The mothers have questions about their records. "Who altered them?" Wagner asks. "We still haven't got a clear answer around who had the authority to alter that."

Adoptees such as Rideout will have a difficult time finding their fathers if their mothers cannot or will not help them – or if they have changed their names or died.

Rideout says staff at Family and Children's Services of Waterloo Region have confirmed in emails that her father's name is on three of their documents, but say they cannot share it with her.

She knows her father was a German Canadian Lutheran truck driver from the Kitchener area and that he would be 84 if he is still alive today. Without his name, she will have a hard time finding him.

Valerie Andrews is executive director of Origins Canada, a support group for people separated by adoption. She says the missing fathers illustrate how poorly mothers were treated in the past. "I think it shows quite clearly that the so-called `unwed mother' was someone without rights (or) status in our society," she says.

Today, a father does not have to make a statutory declaration to be included on the statement of birth, but he and the mother have to sign the form. So even today, if the father is not involved at birth, his name will not be on his child's records.

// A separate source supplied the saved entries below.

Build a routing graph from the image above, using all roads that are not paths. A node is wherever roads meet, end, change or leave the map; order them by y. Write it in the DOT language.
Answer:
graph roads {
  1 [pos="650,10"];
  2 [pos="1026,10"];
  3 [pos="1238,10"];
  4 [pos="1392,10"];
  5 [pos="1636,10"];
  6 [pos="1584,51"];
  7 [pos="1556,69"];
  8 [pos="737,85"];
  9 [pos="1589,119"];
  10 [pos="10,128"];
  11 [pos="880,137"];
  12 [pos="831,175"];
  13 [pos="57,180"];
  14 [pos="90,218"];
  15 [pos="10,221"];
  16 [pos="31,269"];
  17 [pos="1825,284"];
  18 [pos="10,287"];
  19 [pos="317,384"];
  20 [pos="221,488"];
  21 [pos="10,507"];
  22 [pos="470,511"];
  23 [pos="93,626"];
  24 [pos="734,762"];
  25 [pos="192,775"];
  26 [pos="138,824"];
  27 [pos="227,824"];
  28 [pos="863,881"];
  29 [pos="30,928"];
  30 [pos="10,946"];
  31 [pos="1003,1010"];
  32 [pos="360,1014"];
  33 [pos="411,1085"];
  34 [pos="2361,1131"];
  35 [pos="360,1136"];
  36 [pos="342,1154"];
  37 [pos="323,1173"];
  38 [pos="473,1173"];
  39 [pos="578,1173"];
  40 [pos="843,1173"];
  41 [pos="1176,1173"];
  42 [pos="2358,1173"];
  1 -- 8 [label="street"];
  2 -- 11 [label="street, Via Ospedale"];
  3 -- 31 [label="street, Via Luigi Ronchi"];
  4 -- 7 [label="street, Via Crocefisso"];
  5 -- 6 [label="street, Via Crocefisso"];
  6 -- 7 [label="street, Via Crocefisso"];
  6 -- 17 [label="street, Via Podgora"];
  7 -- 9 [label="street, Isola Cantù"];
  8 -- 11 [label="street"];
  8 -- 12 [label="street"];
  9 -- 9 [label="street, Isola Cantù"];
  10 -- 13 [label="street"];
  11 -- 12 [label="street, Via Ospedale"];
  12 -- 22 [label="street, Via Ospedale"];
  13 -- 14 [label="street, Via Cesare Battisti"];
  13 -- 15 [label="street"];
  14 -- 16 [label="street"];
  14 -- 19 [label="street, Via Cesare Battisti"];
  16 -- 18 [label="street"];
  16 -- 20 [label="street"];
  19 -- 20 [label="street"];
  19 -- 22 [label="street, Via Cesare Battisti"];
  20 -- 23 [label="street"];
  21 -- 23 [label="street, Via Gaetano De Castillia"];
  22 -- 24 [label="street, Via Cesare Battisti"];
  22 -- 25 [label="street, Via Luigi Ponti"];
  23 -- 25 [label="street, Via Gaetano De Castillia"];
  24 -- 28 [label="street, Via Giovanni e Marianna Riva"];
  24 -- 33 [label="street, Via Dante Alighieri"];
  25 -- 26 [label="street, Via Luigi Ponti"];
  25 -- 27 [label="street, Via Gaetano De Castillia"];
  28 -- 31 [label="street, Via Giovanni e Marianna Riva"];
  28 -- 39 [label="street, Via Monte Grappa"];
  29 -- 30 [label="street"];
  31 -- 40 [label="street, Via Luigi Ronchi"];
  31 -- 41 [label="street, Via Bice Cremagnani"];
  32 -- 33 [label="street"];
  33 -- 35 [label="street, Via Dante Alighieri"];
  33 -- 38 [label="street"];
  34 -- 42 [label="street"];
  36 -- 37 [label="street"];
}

Lynn realizes there are concerns about men being held financially liable for children they did not father. But today, a simple DNA test can determine paternity, she points out. She finds the assumption that women would lie about or not know who fathered their baby insulting.

"Are we trying to protect the 0.1 per cent of men who may have been accused and they aren't the father, or are we trying to serve the best interests of the child?"

Lynn says fathers' rights have also been violated. If a father of a child given up for adoption is not listed on the statement of birth, he probably won't be able to see the file. "They can apply, but they won't get it, because they weren't named."